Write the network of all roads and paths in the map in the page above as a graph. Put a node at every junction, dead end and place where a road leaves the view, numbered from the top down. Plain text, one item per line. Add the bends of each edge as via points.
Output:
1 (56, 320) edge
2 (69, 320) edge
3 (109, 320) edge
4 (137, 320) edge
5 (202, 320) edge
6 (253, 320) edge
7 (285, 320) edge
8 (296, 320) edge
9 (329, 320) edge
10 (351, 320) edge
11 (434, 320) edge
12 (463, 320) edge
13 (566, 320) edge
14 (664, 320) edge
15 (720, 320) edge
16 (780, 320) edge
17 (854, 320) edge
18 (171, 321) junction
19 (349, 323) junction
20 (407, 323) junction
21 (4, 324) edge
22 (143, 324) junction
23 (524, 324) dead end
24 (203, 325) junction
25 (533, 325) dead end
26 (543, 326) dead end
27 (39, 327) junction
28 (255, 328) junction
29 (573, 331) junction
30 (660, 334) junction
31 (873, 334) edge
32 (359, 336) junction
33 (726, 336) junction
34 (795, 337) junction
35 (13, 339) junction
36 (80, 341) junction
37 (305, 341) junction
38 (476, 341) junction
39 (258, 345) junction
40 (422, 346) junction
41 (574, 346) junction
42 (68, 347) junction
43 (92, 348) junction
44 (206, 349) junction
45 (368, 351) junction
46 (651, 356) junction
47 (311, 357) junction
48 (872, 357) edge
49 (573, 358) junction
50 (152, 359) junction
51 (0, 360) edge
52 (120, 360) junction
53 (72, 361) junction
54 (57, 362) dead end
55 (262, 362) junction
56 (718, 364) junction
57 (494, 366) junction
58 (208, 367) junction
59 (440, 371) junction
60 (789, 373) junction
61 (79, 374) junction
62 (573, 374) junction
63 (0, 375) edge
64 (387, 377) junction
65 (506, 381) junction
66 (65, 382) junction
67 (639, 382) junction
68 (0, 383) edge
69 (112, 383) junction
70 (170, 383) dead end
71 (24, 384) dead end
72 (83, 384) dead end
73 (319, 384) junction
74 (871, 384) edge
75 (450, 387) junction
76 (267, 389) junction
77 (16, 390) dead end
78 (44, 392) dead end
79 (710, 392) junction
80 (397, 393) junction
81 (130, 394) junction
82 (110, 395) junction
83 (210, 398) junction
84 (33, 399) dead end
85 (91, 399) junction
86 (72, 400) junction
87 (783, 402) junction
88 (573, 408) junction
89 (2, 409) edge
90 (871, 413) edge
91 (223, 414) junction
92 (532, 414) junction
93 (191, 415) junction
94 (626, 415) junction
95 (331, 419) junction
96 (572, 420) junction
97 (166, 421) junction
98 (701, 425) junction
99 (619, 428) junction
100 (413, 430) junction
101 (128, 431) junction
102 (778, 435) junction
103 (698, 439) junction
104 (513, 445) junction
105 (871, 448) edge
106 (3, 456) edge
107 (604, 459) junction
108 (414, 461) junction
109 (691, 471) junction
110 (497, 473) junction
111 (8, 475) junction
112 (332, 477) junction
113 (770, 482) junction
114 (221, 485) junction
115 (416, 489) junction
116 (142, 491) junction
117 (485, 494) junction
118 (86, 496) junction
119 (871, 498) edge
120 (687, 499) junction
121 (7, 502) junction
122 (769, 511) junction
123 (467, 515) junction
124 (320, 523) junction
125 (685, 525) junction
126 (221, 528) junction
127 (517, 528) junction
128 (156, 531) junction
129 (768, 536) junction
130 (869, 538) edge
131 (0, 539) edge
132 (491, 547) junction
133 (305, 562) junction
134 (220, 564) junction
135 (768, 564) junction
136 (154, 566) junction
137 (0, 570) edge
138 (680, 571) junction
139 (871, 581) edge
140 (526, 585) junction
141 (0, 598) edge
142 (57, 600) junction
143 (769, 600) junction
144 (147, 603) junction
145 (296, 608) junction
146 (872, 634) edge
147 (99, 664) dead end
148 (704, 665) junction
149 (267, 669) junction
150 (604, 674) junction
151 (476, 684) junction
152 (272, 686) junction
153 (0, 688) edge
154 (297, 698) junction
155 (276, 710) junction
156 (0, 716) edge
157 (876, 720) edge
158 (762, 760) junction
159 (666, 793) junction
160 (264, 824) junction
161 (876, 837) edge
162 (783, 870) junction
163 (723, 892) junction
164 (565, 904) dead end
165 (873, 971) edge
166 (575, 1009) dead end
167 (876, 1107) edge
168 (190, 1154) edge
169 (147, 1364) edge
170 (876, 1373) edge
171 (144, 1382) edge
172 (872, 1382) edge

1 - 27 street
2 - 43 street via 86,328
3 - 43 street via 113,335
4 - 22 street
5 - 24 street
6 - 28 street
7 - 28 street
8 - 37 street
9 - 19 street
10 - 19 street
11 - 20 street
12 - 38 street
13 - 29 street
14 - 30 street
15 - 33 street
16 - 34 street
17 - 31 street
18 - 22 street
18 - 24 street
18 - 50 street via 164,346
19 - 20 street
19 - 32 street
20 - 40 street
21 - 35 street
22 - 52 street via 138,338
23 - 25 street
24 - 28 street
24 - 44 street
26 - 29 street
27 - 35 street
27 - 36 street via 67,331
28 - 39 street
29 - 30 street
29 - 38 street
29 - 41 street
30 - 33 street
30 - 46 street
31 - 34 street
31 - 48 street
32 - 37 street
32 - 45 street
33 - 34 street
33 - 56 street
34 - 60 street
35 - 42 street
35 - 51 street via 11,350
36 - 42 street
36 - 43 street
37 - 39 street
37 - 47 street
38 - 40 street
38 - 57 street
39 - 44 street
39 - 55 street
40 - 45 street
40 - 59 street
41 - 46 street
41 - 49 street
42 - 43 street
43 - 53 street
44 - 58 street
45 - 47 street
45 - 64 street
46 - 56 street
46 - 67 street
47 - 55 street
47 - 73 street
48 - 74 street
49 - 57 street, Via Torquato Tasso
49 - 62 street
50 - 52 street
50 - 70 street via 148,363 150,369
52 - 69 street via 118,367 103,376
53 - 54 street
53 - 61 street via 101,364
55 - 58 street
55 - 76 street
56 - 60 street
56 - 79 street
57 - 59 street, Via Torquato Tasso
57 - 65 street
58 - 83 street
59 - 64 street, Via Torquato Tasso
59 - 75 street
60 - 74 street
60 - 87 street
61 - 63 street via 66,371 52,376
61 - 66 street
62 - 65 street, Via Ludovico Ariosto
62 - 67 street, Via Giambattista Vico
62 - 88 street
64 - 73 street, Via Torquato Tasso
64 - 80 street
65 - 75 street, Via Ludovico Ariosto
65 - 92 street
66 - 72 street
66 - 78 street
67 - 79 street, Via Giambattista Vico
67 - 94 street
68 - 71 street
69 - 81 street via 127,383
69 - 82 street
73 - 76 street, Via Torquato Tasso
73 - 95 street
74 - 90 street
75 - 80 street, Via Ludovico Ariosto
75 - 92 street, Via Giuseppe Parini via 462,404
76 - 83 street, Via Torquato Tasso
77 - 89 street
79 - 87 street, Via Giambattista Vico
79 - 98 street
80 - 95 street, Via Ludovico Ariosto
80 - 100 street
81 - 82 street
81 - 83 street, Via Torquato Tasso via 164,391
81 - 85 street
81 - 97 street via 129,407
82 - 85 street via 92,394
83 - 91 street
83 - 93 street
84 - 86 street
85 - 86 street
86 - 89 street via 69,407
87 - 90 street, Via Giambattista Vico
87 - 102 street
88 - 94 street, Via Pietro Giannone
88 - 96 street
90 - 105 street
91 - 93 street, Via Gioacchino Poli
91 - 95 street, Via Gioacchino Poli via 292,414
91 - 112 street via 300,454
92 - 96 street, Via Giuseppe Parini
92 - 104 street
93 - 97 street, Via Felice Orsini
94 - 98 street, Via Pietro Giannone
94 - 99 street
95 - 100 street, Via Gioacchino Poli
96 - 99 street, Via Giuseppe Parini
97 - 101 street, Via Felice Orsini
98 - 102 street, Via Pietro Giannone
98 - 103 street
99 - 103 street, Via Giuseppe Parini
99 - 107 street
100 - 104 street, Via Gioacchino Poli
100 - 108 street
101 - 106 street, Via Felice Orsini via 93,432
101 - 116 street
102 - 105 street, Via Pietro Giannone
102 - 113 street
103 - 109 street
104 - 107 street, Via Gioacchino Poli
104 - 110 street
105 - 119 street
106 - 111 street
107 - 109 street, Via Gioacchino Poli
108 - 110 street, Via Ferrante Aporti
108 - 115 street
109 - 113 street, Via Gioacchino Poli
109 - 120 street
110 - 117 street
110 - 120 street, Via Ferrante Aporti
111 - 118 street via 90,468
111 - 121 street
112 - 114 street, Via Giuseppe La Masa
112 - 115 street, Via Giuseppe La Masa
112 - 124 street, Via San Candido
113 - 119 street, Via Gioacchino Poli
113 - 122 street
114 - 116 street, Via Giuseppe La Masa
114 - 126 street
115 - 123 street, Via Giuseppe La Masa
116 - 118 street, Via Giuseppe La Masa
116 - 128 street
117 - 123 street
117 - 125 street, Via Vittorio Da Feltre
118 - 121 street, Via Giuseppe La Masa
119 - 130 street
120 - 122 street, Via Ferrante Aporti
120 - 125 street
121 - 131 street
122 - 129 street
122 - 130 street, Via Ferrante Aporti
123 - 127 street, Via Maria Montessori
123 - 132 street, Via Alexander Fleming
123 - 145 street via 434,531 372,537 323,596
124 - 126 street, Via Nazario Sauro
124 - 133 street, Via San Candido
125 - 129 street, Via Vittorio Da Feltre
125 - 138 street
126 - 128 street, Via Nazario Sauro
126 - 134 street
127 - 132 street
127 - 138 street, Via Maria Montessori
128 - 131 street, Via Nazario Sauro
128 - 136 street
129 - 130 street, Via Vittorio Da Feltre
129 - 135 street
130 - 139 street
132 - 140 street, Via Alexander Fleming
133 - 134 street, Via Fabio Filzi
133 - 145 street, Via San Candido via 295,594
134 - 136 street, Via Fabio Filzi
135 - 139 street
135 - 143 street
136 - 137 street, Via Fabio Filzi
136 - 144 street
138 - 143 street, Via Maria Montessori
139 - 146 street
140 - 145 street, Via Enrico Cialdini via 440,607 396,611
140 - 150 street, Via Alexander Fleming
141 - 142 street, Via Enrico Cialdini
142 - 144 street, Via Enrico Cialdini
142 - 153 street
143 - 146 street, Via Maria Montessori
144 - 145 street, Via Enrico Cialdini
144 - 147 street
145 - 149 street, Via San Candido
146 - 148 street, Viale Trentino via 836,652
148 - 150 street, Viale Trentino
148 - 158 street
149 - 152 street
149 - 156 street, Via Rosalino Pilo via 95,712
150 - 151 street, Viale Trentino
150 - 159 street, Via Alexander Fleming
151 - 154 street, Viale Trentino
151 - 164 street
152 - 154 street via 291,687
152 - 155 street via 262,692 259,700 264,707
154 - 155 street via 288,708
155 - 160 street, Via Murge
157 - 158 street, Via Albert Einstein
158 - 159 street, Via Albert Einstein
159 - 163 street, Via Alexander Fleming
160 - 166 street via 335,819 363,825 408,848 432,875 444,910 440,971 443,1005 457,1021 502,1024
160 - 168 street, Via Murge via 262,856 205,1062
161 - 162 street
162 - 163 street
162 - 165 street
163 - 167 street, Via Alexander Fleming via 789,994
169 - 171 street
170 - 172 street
----------
» GOAL OF THE EXERCISE
Every line above that holds "Montessori" should be copied out.

» RESPONSE TO THIS TASK
123 - 127 street, Via Maria Montessori
127 - 138 street, Via Maria Montessori
138 - 143 street, Via Maria Montessori
143 - 146 street, Via Maria Montessori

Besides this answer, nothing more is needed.